SEEM members acknowledged some discrepancies between FERC’s announcement of the SEEM approval and the statements of commissioners: Commissioner Allison Clements suggested in a statement explaining her vote that the “statutory deadline” for FERC action in the proceeding was Oct. 8, while FERC’s notice said the deadline was Oct. 11. However, they emphasized that none of the previous filings in this case have stated any deadline after Oct. 11, which means that the 30-day deadline for rehearing requests expired Nov. 10, two days before the PIOs and CEC filed theirs.

Additional Claims Dismissed

Along with arguing to deny the rehearing requests on timing grounds, SEEM members dismissed the “substantive issues” raised in the requests as “largely moot” in light of last week’s filing in which they offered to implement a series of modifications intended to provide greater transparency. (See SEEM Members Embrace Market Changes.)
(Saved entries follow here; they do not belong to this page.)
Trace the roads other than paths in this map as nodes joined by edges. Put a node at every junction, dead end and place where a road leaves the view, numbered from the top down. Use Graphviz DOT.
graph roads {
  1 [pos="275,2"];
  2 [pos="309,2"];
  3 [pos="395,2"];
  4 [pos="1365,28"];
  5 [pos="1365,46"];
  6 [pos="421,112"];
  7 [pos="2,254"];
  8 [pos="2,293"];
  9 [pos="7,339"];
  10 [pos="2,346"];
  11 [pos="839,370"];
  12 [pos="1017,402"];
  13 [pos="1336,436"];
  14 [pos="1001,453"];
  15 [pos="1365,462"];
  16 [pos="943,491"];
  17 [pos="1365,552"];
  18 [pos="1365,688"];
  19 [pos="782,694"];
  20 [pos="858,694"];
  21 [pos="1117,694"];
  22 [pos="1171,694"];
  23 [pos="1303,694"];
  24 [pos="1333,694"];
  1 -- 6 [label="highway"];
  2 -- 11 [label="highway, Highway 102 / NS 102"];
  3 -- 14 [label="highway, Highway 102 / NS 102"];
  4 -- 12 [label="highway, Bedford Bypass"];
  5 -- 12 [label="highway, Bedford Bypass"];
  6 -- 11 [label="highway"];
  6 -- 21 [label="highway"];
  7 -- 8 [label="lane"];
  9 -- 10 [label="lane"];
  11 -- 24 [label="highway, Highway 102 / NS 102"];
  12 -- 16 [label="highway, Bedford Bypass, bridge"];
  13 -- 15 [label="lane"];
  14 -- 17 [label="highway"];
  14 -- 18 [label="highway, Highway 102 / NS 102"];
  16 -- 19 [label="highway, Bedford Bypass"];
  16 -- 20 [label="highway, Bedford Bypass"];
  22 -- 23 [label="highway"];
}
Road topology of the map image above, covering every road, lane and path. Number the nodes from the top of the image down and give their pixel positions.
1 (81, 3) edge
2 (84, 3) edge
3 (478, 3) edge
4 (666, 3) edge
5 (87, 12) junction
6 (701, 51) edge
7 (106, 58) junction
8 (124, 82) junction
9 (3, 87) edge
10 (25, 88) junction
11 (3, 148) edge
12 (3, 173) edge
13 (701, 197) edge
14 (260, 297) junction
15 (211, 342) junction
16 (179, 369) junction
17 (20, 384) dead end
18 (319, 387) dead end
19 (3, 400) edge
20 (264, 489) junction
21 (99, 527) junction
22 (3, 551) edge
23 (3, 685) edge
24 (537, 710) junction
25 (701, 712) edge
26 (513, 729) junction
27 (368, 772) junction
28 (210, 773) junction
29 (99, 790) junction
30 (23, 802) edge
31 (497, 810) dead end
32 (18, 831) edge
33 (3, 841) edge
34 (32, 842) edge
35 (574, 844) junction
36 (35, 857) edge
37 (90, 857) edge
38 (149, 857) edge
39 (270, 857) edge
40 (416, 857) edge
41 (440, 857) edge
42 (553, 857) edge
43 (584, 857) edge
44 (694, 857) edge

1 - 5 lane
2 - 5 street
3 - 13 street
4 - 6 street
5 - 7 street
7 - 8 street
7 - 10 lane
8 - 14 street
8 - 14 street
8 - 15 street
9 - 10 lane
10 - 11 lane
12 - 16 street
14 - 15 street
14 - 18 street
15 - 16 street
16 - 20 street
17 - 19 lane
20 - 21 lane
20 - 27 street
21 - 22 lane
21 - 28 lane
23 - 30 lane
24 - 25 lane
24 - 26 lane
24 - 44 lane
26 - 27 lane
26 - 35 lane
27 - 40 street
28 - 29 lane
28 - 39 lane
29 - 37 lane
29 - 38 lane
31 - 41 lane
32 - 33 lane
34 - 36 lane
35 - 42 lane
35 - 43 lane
The issues dismissed by the utilities include concerns of the PIOs and CEC over the market’s use of the Mobile-Sierra doctrine, which presumes that any freely negotiated wholesale energy contract is just and reasonable. FERC Chairman Richard Glick also cited this as a reason for opposing the market. (See FERC’s Christie Accuses Glick, Clements of Prejudice for RTOs.) But SEEM members said this should no longer be a problem because they voluntarily offered in last week’s filing to make the “just and reasonable standard” the default for most SEEM rules.

Also dismissed by SEEM members were opponents’ fears about “the potential for exercise of market power” and monopolistic behavior by members. These concerns too should be negated by the “significant additional transparency measures” incorporated in last week’s filing, the utilities said.
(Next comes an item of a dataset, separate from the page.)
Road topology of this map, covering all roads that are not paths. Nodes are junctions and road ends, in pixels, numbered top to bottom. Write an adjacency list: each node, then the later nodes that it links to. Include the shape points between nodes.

The members did engage with the PIOs’ and CEC’s claim that the commission “has not engaged in reasoned decision-making” and that the commission’s approval of the SEEM agreement without an accompanying order or explanation “cannot be just and reasonable.” Calling this argument “odd,” the utilities asserted that the mechanism in the FPA by which SEEM took effect is intended by Congress for just such an occasion when commissioners are unable to agree on a course of action.

“In every such case there will not be a written opinion of the commission explaining the reasons the [decision] is just and reasonable,” members said. “Rather, it is just and reasonable because Congress said it is, subject to review on rehearing and by an appellate court, if pursued.”

FERC has 30 days to act on the merits of the rehearing request. If it fails to do so, the petitioners may appeal to the D.C. Circuit Court of Appeals.